WHAT YOU ARE ASKED TO DO: The entries that follow need to be returned without any alteration.

MATERIAL SHOWN:
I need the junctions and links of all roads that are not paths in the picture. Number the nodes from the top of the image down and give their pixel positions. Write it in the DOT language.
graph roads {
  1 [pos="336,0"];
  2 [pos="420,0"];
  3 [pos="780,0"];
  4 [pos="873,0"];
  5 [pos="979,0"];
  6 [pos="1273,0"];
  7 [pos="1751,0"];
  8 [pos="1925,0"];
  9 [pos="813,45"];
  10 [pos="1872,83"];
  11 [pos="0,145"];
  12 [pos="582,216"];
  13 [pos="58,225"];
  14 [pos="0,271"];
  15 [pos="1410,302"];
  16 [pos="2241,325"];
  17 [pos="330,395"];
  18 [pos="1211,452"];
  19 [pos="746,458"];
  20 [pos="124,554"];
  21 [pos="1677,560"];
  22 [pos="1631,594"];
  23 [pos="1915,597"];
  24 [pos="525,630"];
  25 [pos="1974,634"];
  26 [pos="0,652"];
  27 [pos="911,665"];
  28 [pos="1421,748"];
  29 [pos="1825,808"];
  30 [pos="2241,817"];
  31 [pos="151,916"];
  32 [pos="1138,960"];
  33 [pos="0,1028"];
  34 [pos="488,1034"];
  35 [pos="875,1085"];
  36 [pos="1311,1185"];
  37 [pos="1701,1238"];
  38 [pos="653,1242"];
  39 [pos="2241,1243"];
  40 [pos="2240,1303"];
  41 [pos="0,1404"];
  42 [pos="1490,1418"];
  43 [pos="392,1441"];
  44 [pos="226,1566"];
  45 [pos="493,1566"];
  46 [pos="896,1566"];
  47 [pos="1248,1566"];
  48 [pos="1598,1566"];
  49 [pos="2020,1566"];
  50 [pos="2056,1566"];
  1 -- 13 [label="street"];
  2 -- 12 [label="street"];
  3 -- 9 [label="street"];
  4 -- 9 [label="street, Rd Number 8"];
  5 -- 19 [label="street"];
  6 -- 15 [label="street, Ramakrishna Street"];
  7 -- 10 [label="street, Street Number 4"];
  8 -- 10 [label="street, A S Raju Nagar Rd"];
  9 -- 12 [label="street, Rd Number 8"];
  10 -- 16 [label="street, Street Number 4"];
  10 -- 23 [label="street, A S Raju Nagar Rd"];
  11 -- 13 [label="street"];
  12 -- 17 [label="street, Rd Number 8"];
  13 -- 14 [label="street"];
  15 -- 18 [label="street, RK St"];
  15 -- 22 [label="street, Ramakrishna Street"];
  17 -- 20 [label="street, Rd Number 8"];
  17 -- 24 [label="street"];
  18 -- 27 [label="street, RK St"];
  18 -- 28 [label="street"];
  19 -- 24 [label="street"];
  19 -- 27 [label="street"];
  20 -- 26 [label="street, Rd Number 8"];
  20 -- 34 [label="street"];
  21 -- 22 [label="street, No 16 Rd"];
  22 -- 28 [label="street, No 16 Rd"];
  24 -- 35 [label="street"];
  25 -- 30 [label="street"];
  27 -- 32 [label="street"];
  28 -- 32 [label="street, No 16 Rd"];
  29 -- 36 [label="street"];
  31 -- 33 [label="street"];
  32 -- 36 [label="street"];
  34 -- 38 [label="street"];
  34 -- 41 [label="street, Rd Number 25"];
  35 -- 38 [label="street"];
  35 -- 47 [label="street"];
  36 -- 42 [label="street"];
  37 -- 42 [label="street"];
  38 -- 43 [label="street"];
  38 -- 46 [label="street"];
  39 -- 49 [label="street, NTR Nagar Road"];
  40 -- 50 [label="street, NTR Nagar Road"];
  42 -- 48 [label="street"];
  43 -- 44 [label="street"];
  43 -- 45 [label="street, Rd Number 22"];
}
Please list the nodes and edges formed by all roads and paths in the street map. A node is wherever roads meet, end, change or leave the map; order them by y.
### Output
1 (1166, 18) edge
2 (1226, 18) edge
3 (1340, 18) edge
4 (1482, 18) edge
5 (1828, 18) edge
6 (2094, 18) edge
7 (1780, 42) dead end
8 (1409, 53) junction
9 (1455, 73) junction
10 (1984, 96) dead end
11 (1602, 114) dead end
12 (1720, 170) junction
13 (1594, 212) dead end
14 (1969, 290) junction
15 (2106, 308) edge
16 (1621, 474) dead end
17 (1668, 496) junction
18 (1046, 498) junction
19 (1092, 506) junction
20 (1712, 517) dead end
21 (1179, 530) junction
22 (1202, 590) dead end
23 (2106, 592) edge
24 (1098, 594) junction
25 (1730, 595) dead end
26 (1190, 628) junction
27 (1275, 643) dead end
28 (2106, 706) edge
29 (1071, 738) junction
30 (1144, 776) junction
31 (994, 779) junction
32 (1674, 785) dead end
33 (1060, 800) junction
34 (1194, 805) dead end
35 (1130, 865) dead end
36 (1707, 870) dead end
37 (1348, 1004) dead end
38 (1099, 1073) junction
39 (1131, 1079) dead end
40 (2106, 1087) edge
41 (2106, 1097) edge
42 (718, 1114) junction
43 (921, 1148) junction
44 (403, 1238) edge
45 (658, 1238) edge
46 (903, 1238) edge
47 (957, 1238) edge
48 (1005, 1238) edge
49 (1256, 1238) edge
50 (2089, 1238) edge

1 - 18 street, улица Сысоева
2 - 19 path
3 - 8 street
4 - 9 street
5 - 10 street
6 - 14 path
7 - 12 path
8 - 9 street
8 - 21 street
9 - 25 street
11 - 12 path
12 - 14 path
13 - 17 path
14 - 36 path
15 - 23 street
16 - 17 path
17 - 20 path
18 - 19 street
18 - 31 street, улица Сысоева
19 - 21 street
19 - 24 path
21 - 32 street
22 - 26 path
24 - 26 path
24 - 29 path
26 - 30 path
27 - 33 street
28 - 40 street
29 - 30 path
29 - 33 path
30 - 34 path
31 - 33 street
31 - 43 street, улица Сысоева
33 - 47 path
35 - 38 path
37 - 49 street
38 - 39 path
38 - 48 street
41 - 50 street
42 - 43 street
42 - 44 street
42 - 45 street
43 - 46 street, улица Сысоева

ANSWER SECTION:
I need the junctions and links of all roads that are not paths in the picture. Number the nodes from the top of the image down and give their pixel positions. Write it in the DOT language.
graph roads {
  1 [pos="336,0"];
  2 [pos="420,0"];
  3 [pos="780,0"];
  4 [pos="873,0"];
  5 [pos="979,0"];
  6 [pos="1273,0"];
  7 [pos="1751,0"];
  8 [pos="1925,0"];
  9 [pos="813,45"];
  10 [pos="1872,83"];
  11 [pos="0,145"];
  12 [pos="582,216"];
  13 [pos="58,225"];
  14 [pos="0,271"];
  15 [pos="1410,302"];
  16 [pos="2241,325"];
  17 [pos="330,395"];
  18 [pos="1211,452"];
  19 [pos="746,458"];
  20 [pos="124,554"];
  21 [pos="1677,560"];
  22 [pos="1631,594"];
  23 [pos="1915,597"];
  24 [pos="525,630"];
  25 [pos="1974,634"];
  26 [pos="0,652"];
  27 [pos="911,665"];
  28 [pos="1421,748"];
  29 [pos="1825,808"];
  30 [pos="2241,817"];
  31 [pos="151,916"];
  32 [pos="1138,960"];
  33 [pos="0,1028"];
  34 [pos="488,1034"];
  35 [pos="875,1085"];
  36 [pos="1311,1185"];
  37 [pos="1701,1238"];
  38 [pos="653,1242"];
  39 [pos="2241,1243"];
  40 [pos="2240,1303"];
  41 [pos="0,1404"];
  42 [pos="1490,1418"];
  43 [pos="392,1441"];
  44 [pos="226,1566"];
  45 [pos="493,1566"];
  46 [pos="896,1566"];
  47 [pos="1248,1566"];
  48 [pos="1598,1566"];
  49 [pos="2020,1566"];
  50 [pos="2056,1566"];
  1 -- 13 [label="street"];
  2 -- 12 [label="street"];
  3 -- 9 [label="street"];
  4 -- 9 [label="street, Rd Number 8"];
  5 -- 19 [label="street"];
  6 -- 15 [label="street, Ramakrishna Street"];
  7 -- 10 [label="street, Street Number 4"];
  8 -- 10 [label="street, A S Raju Nagar Rd"];
  9 -- 12 [label="street, Rd Number 8"];
  10 -- 16 [label="street, Street Number 4"];
  10 -- 23 [label="street, A S Raju Nagar Rd"];
  11 -- 13 [label="street"];
  12 -- 17 [label="street, Rd Number 8"];
  13 -- 14 [label="street"];
  15 -- 18 [label="street, RK St"];
  15 -- 22 [label="street, Ramakrishna Street"];
  17 -- 20 [label="street, Rd Number 8"];
  17 -- 24 [label="street"];
  18 -- 27 [label="street, RK St"];
  18 -- 28 [label="street"];
  19 -- 24 [label="street"];
  19 -- 27 [label="street"];
  20 -- 26 [label="street, Rd Number 8"];
  20 -- 34 [label="street"];
  21 -- 22 [label="street, No 16 Rd"];
  22 -- 28 [label="street, No 16 Rd"];
  24 -- 35 [label="street"];
  25 -- 30 [label="street"];
  27 -- 32 [label="street"];
  28 -- 32 [label="street, No 16 Rd"];
  29 -- 36 [label="street"];
  31 -- 33 [label="street"];
  32 -- 36 [label="street"];
  34 -- 38 [label="street"];
  34 -- 41 [label="street, Rd Number 25"];
  35 -- 38 [label="street"];
  35 -- 47 [label="street"];
  36 -- 42 [label="street"];
  37 -- 42 [label="street"];
  38 -- 43 [label="street"];
  38 -- 46 [label="street"];
  39 -- 49 [label="street, NTR Nagar Road"];
  40 -- 50 [label="street, NTR Nagar Road"];
  42 -- 48 [label="street"];
  43 -- 44 [label="street"];
  43 -- 45 [label="street, Rd Number 22"];
}
Please list the nodes and edges formed by all roads and paths in the street map. A node is wherever roads meet, end, change or leave the map; order them by y.
### Output
1 (1166, 18) edge
2 (1226, 18) edge
3 (1340, 18) edge
4 (1482, 18) edge
5 (1828, 18) edge
6 (2094, 18) edge
7 (1780, 42) dead end
8 (1409, 53) junction
9 (1455, 73) junction
10 (1984, 96) dead end
11 (1602, 114) dead end
12 (1720, 170) junction
13 (1594, 212) dead end
14 (1969, 290) junction
15 (2106, 308) edge
16 (1621, 474) dead end
17 (1668, 496) junction
18 (1046, 498) junction
19 (1092, 506) junction
20 (1712, 517) dead end
21 (1179, 530) junction
22 (1202, 590) dead end
23 (2106, 592) edge
24 (1098, 594) junction
25 (1730, 595) dead end
26 (1190, 628) junction
27 (1275, 643) dead end
28 (2106, 706) edge
29 (1071, 738) junction
30 (1144, 776) junction
31 (994, 779) junction
32 (1674, 785) dead end
33 (1060, 800) junction
34 (1194, 805) dead end
35 (1130, 865) dead end
36 (1707, 870) dead end
37 (1348, 1004) dead end
38 (1099, 1073) junction
39 (1131, 1079) dead end
40 (2106, 1087) edge
41 (2106, 1097) edge
42 (718, 1114) junction
43 (921, 1148) junction
44 (403, 1238) edge
45 (658, 1238) edge
46 (903, 1238) edge
47 (957, 1238) edge
48 (1005, 1238) edge
49 (1256, 1238) edge
50 (2089, 1238) edge

1 - 18 street, улица Сысоева
2 - 19 path
3 - 8 street
4 - 9 street
5 - 10 street
6 - 14 path
7 - 12 path
8 - 9 street
8 - 21 street
9 - 25 street
11 - 12 path
12 - 14 path
13 - 17 path
14 - 36 path
15 - 23 street
16 - 17 path
17 - 20 path
18 - 19 street
18 - 31 street, улица Сысоева
19 - 21 street
19 - 24 path
21 - 32 street
22 - 26 path
24 - 26 path
24 - 29 path
26 - 30 path
27 - 33 street
28 - 40 street
29 - 30 path
29 - 33 path
30 - 34 path
31 - 33 street
31 - 43 street, улица Сысоева
33 - 47 path
35 - 38 path
37 - 49 street
38 - 39 path
38 - 48 street
41 - 50 street
42 - 43 street
42 - 44 street
42 - 45 street
43 - 46 street, улица Сысоева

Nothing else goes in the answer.